*** DATASET RECORDS

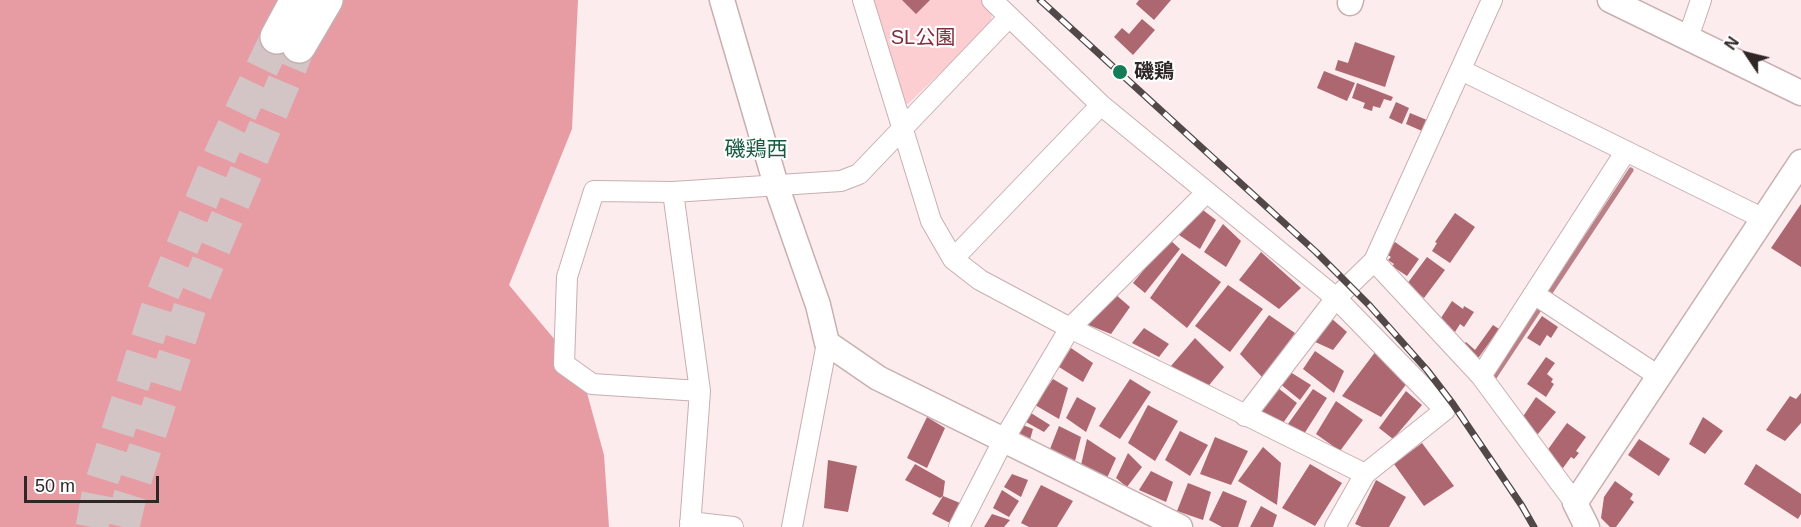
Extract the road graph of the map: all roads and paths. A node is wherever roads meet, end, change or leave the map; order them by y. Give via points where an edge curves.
1 (297, 0) edge
2 (326, 0) edge
3 (722, 0) edge
4 (863, 0) edge
5 (992, 0) edge
6 (1492, 0) edge
7 (1610, 0) edge
8 (1701, 0) edge
9 (1009, 17) junction
10 (1688, 38) junction
11 (1461, 70) junction
12 (1801, 93) edge
13 (1101, 105) junction
14 (904, 128) junction
15 (1626, 151) junction
16 (1801, 162) edge
17 (776, 185) junction
18 (674, 192) junction
19 (1207, 192) junction
20 (1764, 219) junction
21 (953, 259) junction
22 (1374, 261) junction
23 (1534, 294) junction
24 (1336, 298) junction
25 (1070, 328) junction
26 (827, 344) junction
27 (1481, 376) junction
28 (1660, 377) junction
29 (700, 390) junction
30 (1245, 416) junction
31 (1004, 439) junction
32 (1365, 474) junction
33 (1575, 503) junction
34 (1164, 523) edge
35 (690, 524) edge
36 (733, 527) edge
37 (792, 527) edge
38 (959, 527) edge
39 (1335, 527) edge
40 (1587, 527) edge

1 - 2 highway via 288,42
3 - 17 street
4 - 14 street
5 - 9 street
6 - 11 street
7 - 10 street
8 - 10 street
9 - 13 street
9 - 14 street
10 - 12 street
11 - 15 street
11 - 22 street
13 - 19 street
13 - 21 street
14 - 17 street via 859,174 841,181
14 - 21 street via 931,221
15 - 20 street
15 - 23 street
16 - 20 street
17 - 18 street
17 - 26 street via 818,305
18 - 29 street
18 - 29 street via 594,191 567,278 564,364 592,384
19 - 24 street
19 - 25 street
20 - 28 street
21 - 25 street via 980,280
22 - 24 street
22 - 27 street
23 - 27 street
23 - 28 street
24 - 30 street
24 - 32 street via 1445,410
25 - 30 street
25 - 31 street
26 - 31 street via 878,378
26 - 37 street
27 - 33 street
28 - 33 street
29 - 35 street
30 - 32 street
31 - 34 street
31 - 38 street
32 - 39 street
33 - 40 street
35 - 36 street

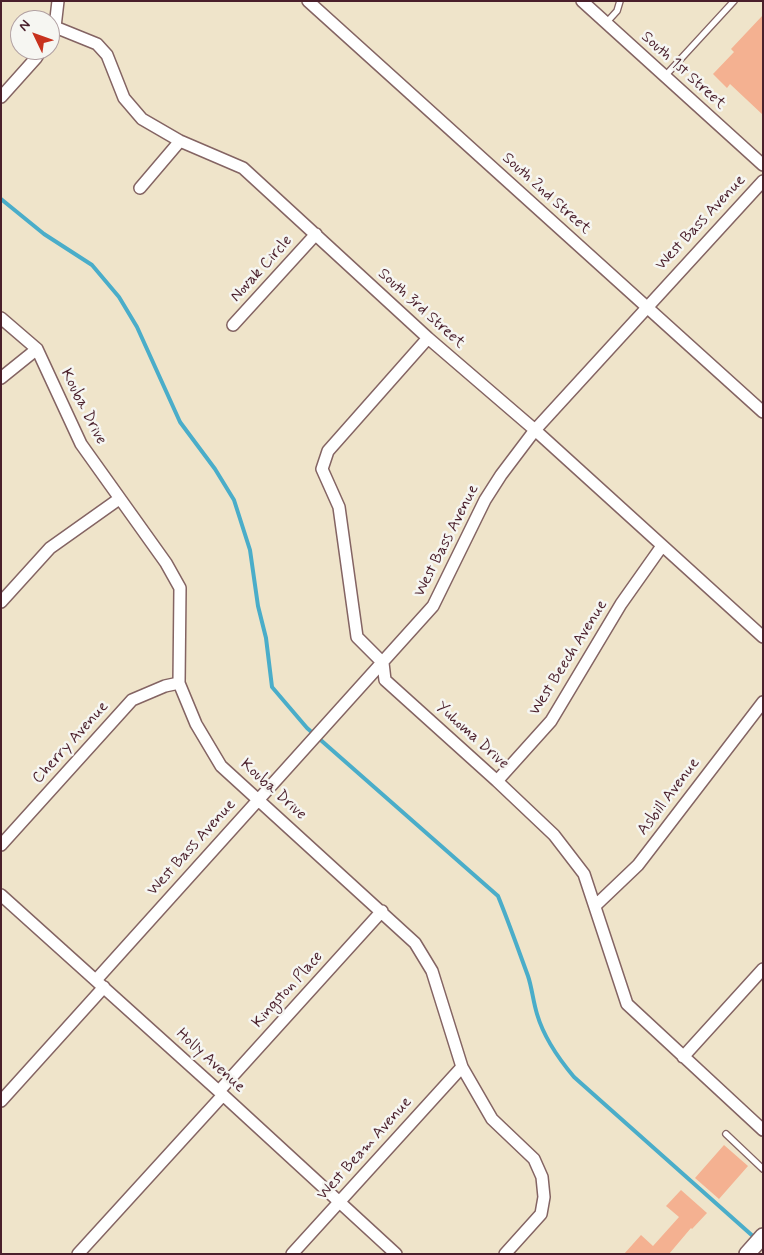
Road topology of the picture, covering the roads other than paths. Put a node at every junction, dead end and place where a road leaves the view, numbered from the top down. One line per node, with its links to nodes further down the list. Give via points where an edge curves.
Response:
1 (308, 1): 15 (street, South 2nd Street)
2 (582, 1): 5 (street, South 1st Street)
3 (620, 1): 5 (lane, via 618,10)
4 (734, 1): 8 (lane)
5 (606, 23): 8 (street, South 1st Street)
6 (60, 33): 10 (street, South 3rd Street, via 97,44 107,55 124,98 142,119)
7 (34, 60): 9 (street)
8 (665, 76): 11 (street, South 1st Street)
9 (1, 98)
10 (180, 141): 13 (street); 14 (street, South 3rd Street, via 243,168)
11 (763, 164)
12 (763, 181): 15 (street, West Bass Avenue)
13 (140, 188)
14 (316, 234): 17 (street, Novak Circle); 18 (street, South 3rd Street)
15 (647, 307): 21 (street, South 2nd Street); 22 (street, West Bass Avenue)
16 (1, 318): 19 (street, Kouba Drive)
17 (233, 325)
18 (428, 338): 22 (street, South 3rd Street); 27 (street, Yuhoma Drive, via 328,451 322,469 338,506 357,636)
19 (37, 349): 20 (street); 23 (street, Kouba Drive, via 81,444)
20 (1, 378)
21 (763, 412)
22 (535, 430): 24 (street, South 3rd Street); 27 (street, West Bass Avenue, via 485,500 433,606)
23 (119, 499): 25 (street, via 50,548); 28 (street, Kouba Drive, via 166,563 180,588)
24 (662, 546): 26 (street, South 3rd Street); 30 (street, West Beech Avenue, via 621,604 551,721)
25 (1, 602)
26 (763, 637)
27 (383, 663): 30 (street, Yuhoma Drive, via 385,680); 31 (street, West Bass Avenue)
28 (179, 684): 31 (street, Kouba Drive, via 196,724 221,766); 32 (street, Cherry Avenue, via 165,686 132,700)
29 (763, 702): 34 (street, Asbill Avenue, via 638,865)
30 (498, 780): 34 (street, Yuhoma Drive, via 554,835 584,874)
31 (258, 799): 35 (street, Kouba Drive); 37 (street, West Bass Avenue)
32 (1, 845)
33 (1, 895): 37 (street, Holly Avenue)
34 (595, 906): 38 (street, Yuhoma Drive, via 627,1004)
35 (382, 911): 39 (street, Kouba Drive, via 415,943 432,971); 40 (street, Kingston Place)
36 (763, 969): 38 (street)
37 (100, 984): 40 (street, Holly Avenue); 41 (street, West Bass Avenue)
38 (683, 1057): 42 (street, Yuhoma Drive)
39 (462, 1067): 45 (street, West Beam Avenue); 51 (street, Kouba Drive, via 492,1119 534,1160 542,1177 544,1197 541,1214)
40 (221, 1092): 45 (street, Holly Avenue); 48 (street, Kingston Place)
41 (1, 1102)
42 (763, 1130)
43 (726, 1134): 44 (lane)
44 (763, 1169)
45 (339, 1202): 49 (street, West Beam Avenue); 50 (street, Holly Avenue)
46 (763, 1236): 47 (street)
47 (749, 1252)
48 (78, 1254)
49 (292, 1254)
50 (396, 1254)
51 (506, 1254)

******

• **WHAT YOU SHOULD DO**: Return all of the material exactly, without pictures.

• **FINISHED TASK**:
Extract the road graph of the map: all roads and paths. A node is wherever roads meet, end, change or leave the map; order them by y. Give via points where an edge curves.
1 (297, 0) edge
2 (326, 0) edge
3 (722, 0) edge
4 (863, 0) edge
5 (992, 0) edge
6 (1492, 0) edge
7 (1610, 0) edge
8 (1701, 0) edge
9 (1009, 17) junction
10 (1688, 38) junction
11 (1461, 70) junction
12 (1801, 93) edge
13 (1101, 105) junction
14 (904, 128) junction
15 (1626, 151) junction
16 (1801, 162) edge
17 (776, 185) junction
18 (674, 192) junction
19 (1207, 192) junction
20 (1764, 219) junction
21 (953, 259) junction
22 (1374, 261) junction
23 (1534, 294) junction
24 (1336, 298) junction
25 (1070, 328) junction
26 (827, 344) junction
27 (1481, 376) junction
28 (1660, 377) junction
29 (700, 390) junction
30 (1245, 416) junction
31 (1004, 439) junction
32 (1365, 474) junction
33 (1575, 503) junction
34 (1164, 523) edge
35 (690, 524) edge
36 (733, 527) edge
37 (792, 527) edge
38 (959, 527) edge
39 (1335, 527) edge
40 (1587, 527) edge

1 - 2 highway via 288,42
3 - 17 street
4 - 14 street
5 - 9 street
6 - 11 street
7 - 10 street
8 - 10 street
9 - 13 street
9 - 14 street
10 - 12 street
11 - 15 street
11 - 22 street
13 - 19 street
13 - 21 street
14 - 17 street via 859,174 841,181
14 - 21 street via 931,221
15 - 20 street
15 - 23 street
16 - 20 street
17 - 18 street
17 - 26 street via 818,305
18 - 29 street
18 - 29 street via 594,191 567,278 564,364 592,384
19 - 24 street
19 - 25 street
20 - 28 street
21 - 25 street via 980,280
22 - 24 street
22 - 27 street
23 - 27 street
23 - 28 street
24 - 30 street
24 - 32 street via 1445,410
25 - 30 street
25 - 31 street
26 - 31 street via 878,378
26 - 37 street
27 - 33 street
28 - 33 street
29 - 35 street
30 - 32 street
31 - 34 street
31 - 38 street
32 - 39 street
33 - 40 street
35 - 36 street

Road topology of the picture, covering the roads other than paths. Put a node at every junction, dead end and place where a road leaves the view, numbered from the top down. One line per node, with its links to nodes further down the list. Give via points where an edge curves.
Response:
1 (308, 1): 15 (street, South 2nd Street)
2 (582, 1): 5 (street, South 1st Street)
3 (620, 1): 5 (lane, via 618,10)
4 (734, 1): 8 (lane)
5 (606, 23): 8 (street, South 1st Street)
6 (60, 33): 10 (street, South 3rd Street, via 97,44 107,55 124,98 142,119)
7 (34, 60): 9 (street)
8 (665, 76): 11 (street, South 1st Street)
9 (1, 98)
10 (180, 141): 13 (street); 14 (street, South 3rd Street, via 243,168)
11 (763, 164)
12 (763, 181): 15 (street, West Bass Avenue)
13 (140, 188)
14 (316, 234): 17 (street, Novak Circle); 18 (street, South 3rd Street)
15 (647, 307): 21 (street, South 2nd Street); 22 (street, West Bass Avenue)
16 (1, 318): 19 (street, Kouba Drive)
17 (233, 325)
18 (428, 338): 22 (street, South 3rd Street); 27 (street, Yuhoma Drive, via 328,451 322,469 338,506 357,636)
19 (37, 349): 20 (street); 23 (street, Kouba Drive, via 81,444)
20 (1, 378)
21 (763, 412)
22 (535, 430): 24 (street, South 3rd Street); 27 (street, West Bass Avenue, via 485,500 433,606)
23 (119, 499): 25 (street, via 50,548); 28 (street, Kouba Drive, via 166,563 180,588)
24 (662, 546): 26 (street, South 3rd Street); 30 (street, West Beech Avenue, via 621,604 551,721)
25 (1, 602)
26 (763, 637)
27 (383, 663): 30 (street, Yuhoma Drive, via 385,680); 31 (street, West Bass Avenue)
28 (179, 684): 31 (street, Kouba Drive, via 196,724 221,766); 32 (street, Cherry Avenue, via 165,686 132,700)
29 (763, 702): 34 (street, Asbill Avenue, via 638,865)
30 (498, 780): 34 (street, Yuhoma Drive, via 554,835 584,874)
31 (258, 799): 35 (street, Kouba Drive); 37 (street, West Bass Avenue)
32 (1, 845)
33 (1, 895): 37 (street, Holly Avenue)
34 (595, 906): 38 (street, Yuhoma Drive, via 627,1004)
35 (382, 911): 39 (street, Kouba Drive, via 415,943 432,971); 40 (street, Kingston Place)
36 (763, 969): 38 (street)
37 (100, 984): 40 (street, Holly Avenue); 41 (street, West Bass Avenue)
38 (683, 1057): 42 (street, Yuhoma Drive)
39 (462, 1067): 45 (street, West Beam Avenue); 51 (street, Kouba Drive, via 492,1119 534,1160 542,1177 544,1197 541,1214)
40 (221, 1092): 45 (street, Holly Avenue); 48 (street, Kingston Place)
41 (1, 1102)
42 (763, 1130)
43 (726, 1134): 44 (lane)
44 (763, 1169)
45 (339, 1202): 49 (street, West Beam Avenue); 50 (street, Holly Avenue)
46 (763, 1236): 47 (street)
47 (749, 1252)
48 (78, 1254)
49 (292, 1254)
50 (396, 1254)
51 (506, 1254)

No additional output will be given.